Post-Christian U.S. Cities - Rochester is #13

According to a study by Barna, a religious research group, Portland-Auburn, Maine, is the most post-Christian city in the United State, and my city, Rochester, New York ranks 13th.


The study involves surveying people on 16 factors, and those who fail on 9 of them are deemed post-Christian, and those who fail on 13 are considered highly post-Christian.

Those factors are:

  • Do not believe in God
  • Identify as atheist or agnostic
  • Disagree that faith is important in their lives
  • Have not prayed to God (in the last week)
  • Have never made a commitment to Jesus
  • Disagree the Bible is accurate
  • Have not donated money to a church (in the last year)
  • Have not attended a Christian church (in the last 6 months)
  • Agree that Jesus committed sins
  • Do not feel a responsibility to “share their faith”
  • Have not read the Bible (in the last week)
  • Have not volunteered at church (in the last week)
  • Have not attended Sunday school (in the last week)
  • Have not attended religious small group (in the last week)
  • Bible engagement scale: low (have not read the Bible in the past week and disagree strongly or somewhat that the Bible is accurate)
  • Not Born Again

  • Some of the wording is decidedly evangelical Protestant - "Born Again," "commitment to Jesus" and "the Bible is accurate," for example - and so it's language devout Catholics might not use, thus the results for cities that are heavily Catholic might be off. Heck, I'm off on a few, and people consider me very religious. But still, the results are revealing, and not surprising.

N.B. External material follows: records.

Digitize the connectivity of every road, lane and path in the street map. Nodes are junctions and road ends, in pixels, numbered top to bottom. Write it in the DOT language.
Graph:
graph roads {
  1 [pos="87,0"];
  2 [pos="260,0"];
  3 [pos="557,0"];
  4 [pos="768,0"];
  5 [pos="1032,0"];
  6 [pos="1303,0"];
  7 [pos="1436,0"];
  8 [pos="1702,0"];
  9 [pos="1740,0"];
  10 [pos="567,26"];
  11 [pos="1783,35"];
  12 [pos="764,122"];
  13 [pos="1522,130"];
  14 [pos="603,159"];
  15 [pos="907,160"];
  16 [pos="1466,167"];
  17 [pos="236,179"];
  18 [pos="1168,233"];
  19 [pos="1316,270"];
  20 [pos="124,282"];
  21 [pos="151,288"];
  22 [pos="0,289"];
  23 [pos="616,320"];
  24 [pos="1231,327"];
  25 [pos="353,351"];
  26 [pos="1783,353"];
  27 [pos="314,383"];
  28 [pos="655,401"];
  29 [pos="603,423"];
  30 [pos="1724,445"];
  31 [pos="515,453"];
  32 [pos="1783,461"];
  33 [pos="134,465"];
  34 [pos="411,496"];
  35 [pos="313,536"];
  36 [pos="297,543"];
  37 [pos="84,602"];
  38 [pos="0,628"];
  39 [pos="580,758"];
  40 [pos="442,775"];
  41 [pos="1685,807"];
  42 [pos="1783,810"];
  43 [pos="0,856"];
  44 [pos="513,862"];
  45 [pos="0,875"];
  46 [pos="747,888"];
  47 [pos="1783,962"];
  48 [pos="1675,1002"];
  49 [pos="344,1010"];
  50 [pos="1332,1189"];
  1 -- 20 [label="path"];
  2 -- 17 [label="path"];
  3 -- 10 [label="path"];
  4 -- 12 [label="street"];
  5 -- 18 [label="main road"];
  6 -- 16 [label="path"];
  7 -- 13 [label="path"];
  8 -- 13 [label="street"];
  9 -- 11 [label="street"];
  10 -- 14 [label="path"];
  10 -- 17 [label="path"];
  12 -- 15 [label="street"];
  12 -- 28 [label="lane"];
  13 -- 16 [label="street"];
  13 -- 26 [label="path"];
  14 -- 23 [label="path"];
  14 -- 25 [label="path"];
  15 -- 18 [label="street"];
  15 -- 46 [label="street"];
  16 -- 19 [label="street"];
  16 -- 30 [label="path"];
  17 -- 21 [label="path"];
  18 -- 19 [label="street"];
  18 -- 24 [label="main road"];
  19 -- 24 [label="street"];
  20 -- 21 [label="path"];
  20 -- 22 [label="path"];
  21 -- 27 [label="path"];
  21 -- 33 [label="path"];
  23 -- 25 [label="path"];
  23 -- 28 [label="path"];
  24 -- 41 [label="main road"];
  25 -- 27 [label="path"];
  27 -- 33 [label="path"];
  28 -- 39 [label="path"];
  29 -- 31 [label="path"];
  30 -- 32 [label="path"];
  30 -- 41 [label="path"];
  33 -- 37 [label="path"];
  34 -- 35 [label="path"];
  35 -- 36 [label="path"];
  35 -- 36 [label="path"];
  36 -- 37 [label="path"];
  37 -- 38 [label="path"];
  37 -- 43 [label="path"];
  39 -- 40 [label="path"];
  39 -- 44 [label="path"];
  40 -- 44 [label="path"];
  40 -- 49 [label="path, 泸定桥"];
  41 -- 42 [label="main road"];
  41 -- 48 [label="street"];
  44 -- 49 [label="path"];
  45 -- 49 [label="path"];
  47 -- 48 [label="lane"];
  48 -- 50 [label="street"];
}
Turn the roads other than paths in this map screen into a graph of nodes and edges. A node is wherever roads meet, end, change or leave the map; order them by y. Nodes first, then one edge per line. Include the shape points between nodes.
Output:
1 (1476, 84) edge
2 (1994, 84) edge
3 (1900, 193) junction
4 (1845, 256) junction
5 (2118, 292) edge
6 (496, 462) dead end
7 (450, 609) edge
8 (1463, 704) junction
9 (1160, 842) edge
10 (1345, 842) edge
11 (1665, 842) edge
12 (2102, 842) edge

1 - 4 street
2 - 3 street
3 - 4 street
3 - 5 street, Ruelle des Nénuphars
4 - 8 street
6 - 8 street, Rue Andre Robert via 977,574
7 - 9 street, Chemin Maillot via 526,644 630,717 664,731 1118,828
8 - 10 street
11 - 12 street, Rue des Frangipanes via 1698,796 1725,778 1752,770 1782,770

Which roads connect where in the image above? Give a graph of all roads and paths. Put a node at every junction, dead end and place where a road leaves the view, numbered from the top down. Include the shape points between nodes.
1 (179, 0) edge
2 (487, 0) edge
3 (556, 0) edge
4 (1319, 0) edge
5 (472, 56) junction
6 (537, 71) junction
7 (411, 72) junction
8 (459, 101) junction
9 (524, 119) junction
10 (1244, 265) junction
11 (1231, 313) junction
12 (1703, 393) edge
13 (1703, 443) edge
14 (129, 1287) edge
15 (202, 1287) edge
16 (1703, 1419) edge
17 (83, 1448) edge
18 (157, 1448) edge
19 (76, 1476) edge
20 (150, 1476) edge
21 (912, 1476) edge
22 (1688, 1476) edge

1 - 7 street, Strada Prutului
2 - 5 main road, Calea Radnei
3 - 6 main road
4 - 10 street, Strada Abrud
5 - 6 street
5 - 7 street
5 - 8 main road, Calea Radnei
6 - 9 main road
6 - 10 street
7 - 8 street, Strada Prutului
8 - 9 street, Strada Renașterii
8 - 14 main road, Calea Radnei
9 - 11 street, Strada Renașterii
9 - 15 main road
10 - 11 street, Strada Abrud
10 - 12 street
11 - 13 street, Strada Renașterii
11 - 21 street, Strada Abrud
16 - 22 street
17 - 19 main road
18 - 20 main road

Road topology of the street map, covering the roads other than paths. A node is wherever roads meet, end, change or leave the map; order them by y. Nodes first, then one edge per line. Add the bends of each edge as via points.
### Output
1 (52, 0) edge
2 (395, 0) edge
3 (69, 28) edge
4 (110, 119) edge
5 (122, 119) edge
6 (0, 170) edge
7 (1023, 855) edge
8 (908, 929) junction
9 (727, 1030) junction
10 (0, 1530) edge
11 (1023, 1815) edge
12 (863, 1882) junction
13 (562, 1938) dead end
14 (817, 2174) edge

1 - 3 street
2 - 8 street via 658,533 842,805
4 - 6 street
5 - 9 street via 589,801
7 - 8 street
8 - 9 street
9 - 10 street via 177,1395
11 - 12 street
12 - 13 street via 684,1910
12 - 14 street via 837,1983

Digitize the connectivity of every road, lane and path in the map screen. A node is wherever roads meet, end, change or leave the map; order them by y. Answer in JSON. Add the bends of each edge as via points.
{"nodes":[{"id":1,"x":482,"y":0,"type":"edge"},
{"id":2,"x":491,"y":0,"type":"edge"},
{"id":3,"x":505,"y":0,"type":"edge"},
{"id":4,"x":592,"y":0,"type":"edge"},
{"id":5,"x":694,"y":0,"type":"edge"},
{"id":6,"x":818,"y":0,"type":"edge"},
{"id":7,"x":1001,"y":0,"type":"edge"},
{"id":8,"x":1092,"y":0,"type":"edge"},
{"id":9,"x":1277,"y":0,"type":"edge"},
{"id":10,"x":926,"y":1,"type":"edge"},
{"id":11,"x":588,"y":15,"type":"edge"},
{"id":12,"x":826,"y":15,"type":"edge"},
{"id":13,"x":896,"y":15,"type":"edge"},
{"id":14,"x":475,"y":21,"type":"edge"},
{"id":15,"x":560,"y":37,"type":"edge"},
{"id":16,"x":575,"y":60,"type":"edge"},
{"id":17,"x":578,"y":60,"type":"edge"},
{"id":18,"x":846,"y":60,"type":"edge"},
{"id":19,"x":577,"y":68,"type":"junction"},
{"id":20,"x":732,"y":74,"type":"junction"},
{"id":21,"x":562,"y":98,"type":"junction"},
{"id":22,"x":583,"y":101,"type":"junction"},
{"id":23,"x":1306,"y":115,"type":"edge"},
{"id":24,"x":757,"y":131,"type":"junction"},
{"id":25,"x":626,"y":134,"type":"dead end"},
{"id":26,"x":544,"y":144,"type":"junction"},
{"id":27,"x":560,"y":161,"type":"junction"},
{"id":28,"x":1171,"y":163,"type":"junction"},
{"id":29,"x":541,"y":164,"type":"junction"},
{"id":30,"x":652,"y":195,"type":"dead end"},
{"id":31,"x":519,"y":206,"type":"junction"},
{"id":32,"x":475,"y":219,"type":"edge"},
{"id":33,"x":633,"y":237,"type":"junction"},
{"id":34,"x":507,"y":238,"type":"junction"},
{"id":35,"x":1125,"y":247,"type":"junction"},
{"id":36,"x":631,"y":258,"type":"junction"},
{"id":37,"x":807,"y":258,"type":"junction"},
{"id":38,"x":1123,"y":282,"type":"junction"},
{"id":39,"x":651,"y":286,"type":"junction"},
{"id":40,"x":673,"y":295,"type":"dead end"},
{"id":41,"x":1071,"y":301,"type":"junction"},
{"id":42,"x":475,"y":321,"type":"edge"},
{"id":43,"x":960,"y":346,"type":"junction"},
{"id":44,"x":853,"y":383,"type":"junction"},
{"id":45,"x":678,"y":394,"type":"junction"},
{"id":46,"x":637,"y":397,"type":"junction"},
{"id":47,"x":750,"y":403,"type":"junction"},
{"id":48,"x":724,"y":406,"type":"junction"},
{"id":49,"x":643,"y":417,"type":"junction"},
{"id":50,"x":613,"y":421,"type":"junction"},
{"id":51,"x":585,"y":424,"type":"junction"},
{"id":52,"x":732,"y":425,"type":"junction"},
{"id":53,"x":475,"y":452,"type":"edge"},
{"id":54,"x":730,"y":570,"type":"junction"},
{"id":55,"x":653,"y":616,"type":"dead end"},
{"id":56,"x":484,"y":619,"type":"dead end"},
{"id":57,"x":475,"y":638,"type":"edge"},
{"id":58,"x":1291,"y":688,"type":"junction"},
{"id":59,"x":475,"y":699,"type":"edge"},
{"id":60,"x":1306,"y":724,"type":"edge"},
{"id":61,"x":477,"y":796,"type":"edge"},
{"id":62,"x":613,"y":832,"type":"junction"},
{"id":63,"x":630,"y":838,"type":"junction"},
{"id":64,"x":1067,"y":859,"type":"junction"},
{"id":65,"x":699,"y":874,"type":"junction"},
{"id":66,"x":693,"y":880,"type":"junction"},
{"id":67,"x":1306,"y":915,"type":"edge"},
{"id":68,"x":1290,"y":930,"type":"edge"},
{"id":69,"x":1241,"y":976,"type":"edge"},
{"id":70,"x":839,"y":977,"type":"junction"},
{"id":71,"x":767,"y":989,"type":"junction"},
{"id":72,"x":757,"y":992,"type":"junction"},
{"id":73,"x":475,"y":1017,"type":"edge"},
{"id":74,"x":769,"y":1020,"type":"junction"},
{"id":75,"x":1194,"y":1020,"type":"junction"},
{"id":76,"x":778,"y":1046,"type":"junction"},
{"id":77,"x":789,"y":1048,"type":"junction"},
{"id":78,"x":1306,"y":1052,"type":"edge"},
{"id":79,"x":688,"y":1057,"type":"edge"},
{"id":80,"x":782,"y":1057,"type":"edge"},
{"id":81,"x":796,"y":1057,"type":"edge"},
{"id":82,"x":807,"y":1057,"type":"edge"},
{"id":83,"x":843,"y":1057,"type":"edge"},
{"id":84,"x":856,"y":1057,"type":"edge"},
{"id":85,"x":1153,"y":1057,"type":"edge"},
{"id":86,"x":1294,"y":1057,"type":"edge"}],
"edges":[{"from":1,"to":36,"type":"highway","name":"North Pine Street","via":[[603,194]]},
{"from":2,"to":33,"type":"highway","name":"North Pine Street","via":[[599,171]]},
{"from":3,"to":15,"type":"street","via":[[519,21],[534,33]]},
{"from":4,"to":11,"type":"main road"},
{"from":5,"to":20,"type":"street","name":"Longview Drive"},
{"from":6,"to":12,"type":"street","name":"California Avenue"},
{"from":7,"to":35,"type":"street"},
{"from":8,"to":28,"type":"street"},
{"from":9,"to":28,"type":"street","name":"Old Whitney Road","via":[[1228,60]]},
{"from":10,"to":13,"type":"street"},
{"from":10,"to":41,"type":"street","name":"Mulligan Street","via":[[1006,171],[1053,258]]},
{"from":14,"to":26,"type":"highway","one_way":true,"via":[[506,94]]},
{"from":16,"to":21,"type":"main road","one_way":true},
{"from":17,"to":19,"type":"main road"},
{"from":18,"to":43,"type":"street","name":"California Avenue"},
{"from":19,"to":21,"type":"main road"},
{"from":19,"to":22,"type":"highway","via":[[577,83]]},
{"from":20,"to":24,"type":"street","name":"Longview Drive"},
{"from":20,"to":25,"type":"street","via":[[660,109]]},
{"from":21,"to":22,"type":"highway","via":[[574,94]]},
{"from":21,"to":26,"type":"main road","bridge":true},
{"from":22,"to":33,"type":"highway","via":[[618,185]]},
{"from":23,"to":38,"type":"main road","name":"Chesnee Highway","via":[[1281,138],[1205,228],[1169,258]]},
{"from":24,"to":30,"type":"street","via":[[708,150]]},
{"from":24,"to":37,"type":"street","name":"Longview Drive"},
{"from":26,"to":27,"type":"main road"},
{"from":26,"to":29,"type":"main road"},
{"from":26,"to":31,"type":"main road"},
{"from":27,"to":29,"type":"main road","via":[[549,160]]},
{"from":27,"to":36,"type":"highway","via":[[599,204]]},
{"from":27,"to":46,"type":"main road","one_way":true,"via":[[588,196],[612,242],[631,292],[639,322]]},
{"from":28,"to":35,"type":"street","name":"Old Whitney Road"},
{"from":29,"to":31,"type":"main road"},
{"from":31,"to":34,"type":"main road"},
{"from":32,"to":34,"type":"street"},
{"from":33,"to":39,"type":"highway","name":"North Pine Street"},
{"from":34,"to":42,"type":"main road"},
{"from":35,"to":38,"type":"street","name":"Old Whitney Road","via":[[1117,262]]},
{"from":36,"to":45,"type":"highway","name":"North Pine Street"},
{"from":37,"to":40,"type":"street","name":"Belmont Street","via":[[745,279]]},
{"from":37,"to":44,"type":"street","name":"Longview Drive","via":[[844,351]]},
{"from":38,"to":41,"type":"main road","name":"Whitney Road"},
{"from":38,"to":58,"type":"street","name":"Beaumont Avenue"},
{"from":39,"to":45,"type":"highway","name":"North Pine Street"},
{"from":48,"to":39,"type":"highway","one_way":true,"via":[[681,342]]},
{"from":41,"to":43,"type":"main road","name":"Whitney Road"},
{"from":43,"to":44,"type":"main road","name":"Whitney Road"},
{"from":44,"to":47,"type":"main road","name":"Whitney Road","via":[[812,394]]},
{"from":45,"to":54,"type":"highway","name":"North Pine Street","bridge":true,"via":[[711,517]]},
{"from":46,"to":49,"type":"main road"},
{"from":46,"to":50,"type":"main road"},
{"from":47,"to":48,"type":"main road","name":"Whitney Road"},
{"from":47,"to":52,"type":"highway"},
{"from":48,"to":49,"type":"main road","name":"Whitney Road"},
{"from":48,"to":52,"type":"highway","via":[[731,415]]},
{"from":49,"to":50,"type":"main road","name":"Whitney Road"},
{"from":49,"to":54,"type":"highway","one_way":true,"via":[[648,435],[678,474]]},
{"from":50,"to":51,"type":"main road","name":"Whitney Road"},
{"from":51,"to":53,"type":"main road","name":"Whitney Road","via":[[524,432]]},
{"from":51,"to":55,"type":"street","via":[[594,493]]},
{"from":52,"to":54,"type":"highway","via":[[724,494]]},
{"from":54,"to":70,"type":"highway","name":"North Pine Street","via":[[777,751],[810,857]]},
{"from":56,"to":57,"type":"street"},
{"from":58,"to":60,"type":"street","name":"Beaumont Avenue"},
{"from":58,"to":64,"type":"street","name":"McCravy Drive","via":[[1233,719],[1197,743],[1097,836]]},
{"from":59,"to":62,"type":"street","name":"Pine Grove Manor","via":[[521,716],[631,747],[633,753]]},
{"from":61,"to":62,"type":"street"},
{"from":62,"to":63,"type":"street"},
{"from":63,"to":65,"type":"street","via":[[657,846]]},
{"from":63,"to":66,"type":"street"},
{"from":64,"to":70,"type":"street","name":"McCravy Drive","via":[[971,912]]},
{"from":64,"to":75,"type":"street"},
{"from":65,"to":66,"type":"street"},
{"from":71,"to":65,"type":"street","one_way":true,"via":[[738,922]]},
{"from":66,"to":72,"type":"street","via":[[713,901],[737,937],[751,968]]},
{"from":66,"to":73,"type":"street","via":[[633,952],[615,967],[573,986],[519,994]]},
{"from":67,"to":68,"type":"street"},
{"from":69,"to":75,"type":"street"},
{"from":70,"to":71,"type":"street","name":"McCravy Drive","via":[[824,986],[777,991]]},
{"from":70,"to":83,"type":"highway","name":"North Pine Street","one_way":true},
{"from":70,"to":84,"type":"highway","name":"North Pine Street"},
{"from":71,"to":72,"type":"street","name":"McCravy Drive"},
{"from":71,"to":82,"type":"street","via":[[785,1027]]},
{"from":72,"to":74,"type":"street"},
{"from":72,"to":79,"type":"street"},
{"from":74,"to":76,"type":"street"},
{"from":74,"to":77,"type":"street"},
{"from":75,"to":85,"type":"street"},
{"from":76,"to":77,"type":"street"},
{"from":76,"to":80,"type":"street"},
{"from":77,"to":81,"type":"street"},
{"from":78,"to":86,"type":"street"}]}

    Portland-Auburn, Maine, topped the list with a score of 57%.

    Boston, MA-Manchester, NH came in second at  56%. The others in the top 10 are:

    Providence, RI-New Bedford, MA - 53%
    Burlington, VT-Plattsburgh, NY - 53%
    Hartford-New Haven, CT - 52%
    New York, NY - 51%
    San Francisco-Oakland-San Jose, CA - 50%
    Seattle-Tacoma - 50%
    Buffalo, NY - 50% 

    Hey, Buffalo beat us. Given its heavily Catholic population, the number may be slightly off, maybe even enough for us to pass them.

    Philadelphia, PA (11), Tucson-Sierra Vista, AZ (12), and Rochester (13) all tallied a score of 49%.

    Of the top 13, 10 are in New England/Northeast, and two are West Coast. No surprise there.

    When you look at Rochester, the number of colleges and universities likely play a role in helping us to abandon Christianity. We have an active arts/music/theater community as well, and a substantial number of those folks tend to reject traditional religion. As for the religious community, in Rochester there is history of liberalism, heresy, and acceptance of immoral and disordered behavior.

    Still, there are many good people trying to evangelize and turn things around, so I'm optimistic.

    But I will pray for the people of my city - and that my own faith and religious practices might grow and develop.